Source data:
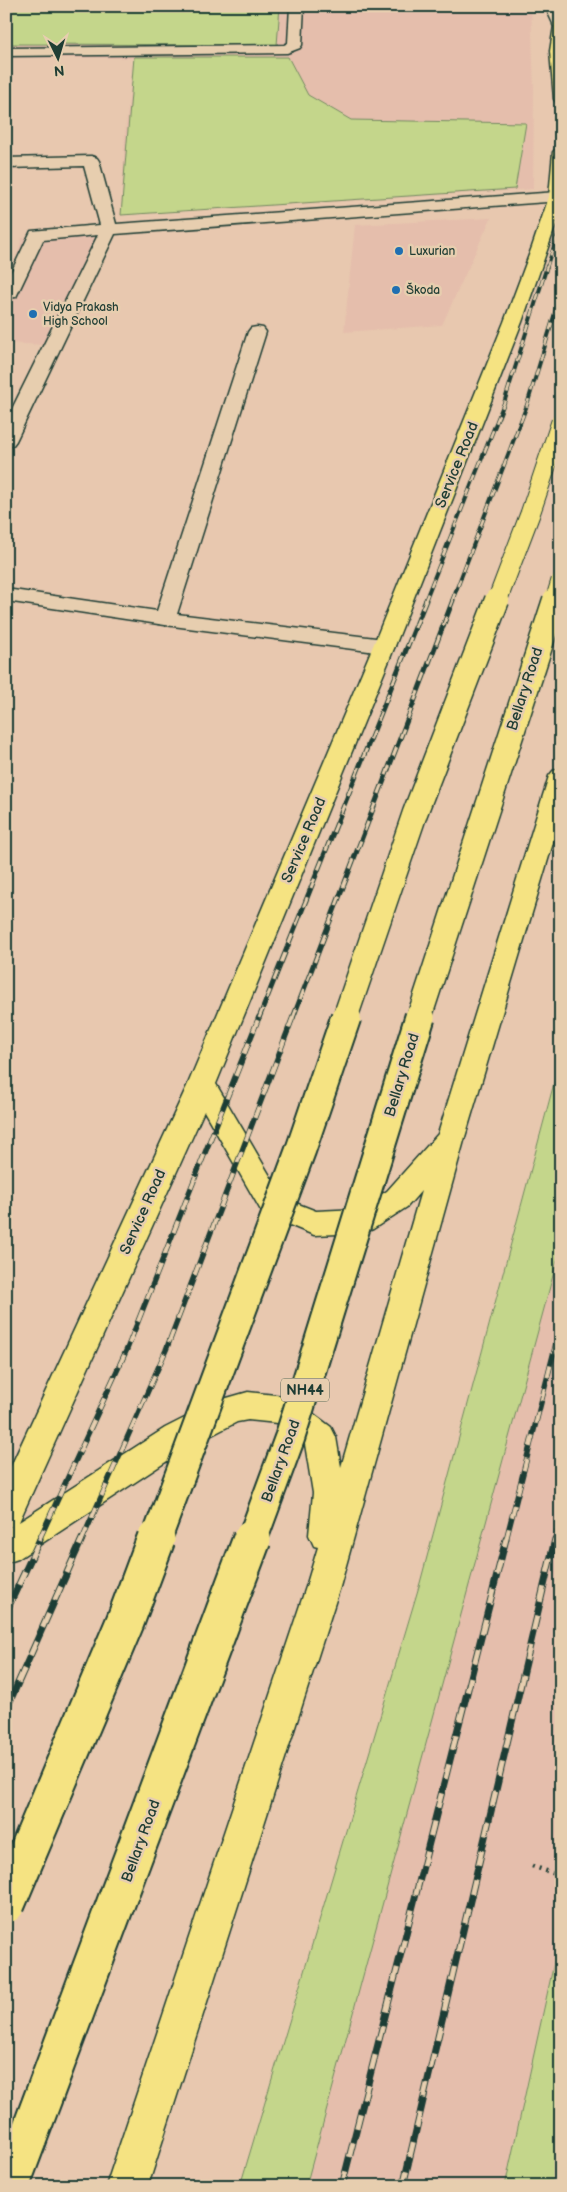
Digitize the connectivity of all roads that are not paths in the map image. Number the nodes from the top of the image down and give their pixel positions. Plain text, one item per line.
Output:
1 (297, 6) edge
2 (552, 6) edge
3 (560, 25) edge
4 (6, 52) edge
5 (559, 52) edge
6 (561, 99) edge
7 (561, 152) edge
8 (6, 162) edge
9 (557, 197) junction
10 (109, 230) junction
11 (6, 293) edge
12 (257, 332) dead end
13 (561, 422) edge
14 (6, 441) edge
15 (561, 581) edge
16 (6, 595) edge
17 (166, 619) junction
18 (384, 646) junction
19 (561, 776) edge
20 (202, 1084) junction
21 (451, 1137) junction
22 (6, 1513) edge
23 (6, 1548) edge
24 (323, 1587) junction
25 (6, 1904) edge
26 (10, 2186) edge
27 (127, 2186) edge

1 - 4 street
2 - 3 street
3 - 5 main road
5 - 6 main road
7 - 9 main road, Service Road
8 - 10 street
9 - 10 street
9 - 18 main road, Service Road
10 - 11 street
10 - 14 street
12 - 17 street
13 - 25 main road, bridge
15 - 26 main road, Bellary Road / NH44, bridge
16 - 17 street
17 - 18 street
18 - 20 main road, Service Road
19 - 21 main road
20 - 21 main road
20 - 22 main road, Service Road
21 - 24 main road
23 - 24 main road
24 - 27 main road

About this task: Take the entries shown above and quote them verbatim, passing over the pictures.

Response to the exercise:
Digitize the connectivity of all roads that are not paths in the map image. Number the nodes from the top of the image down and give their pixel positions. Plain text, one item per line.
Output:
1 (297, 6) edge
2 (552, 6) edge
3 (560, 25) edge
4 (6, 52) edge
5 (559, 52) edge
6 (561, 99) edge
7 (561, 152) edge
8 (6, 162) edge
9 (557, 197) junction
10 (109, 230) junction
11 (6, 293) edge
12 (257, 332) dead end
13 (561, 422) edge
14 (6, 441) edge
15 (561, 581) edge
16 (6, 595) edge
17 (166, 619) junction
18 (384, 646) junction
19 (561, 776) edge
20 (202, 1084) junction
21 (451, 1137) junction
22 (6, 1513) edge
23 (6, 1548) edge
24 (323, 1587) junction
25 (6, 1904) edge
26 (10, 2186) edge
27 (127, 2186) edge

1 - 4 street
2 - 3 street
3 - 5 main road
5 - 6 main road
7 - 9 main road, Service Road
8 - 10 street
9 - 10 street
9 - 18 main road, Service Road
10 - 11 street
10 - 14 street
12 - 17 street
13 - 25 main road, bridge
15 - 26 main road, Bellary Road / NH44, bridge
16 - 17 street
17 - 18 street
18 - 20 main road, Service Road
19 - 21 main road
20 - 21 main road
20 - 22 main road, Service Road
21 - 24 main road
23 - 24 main road
24 - 27 main road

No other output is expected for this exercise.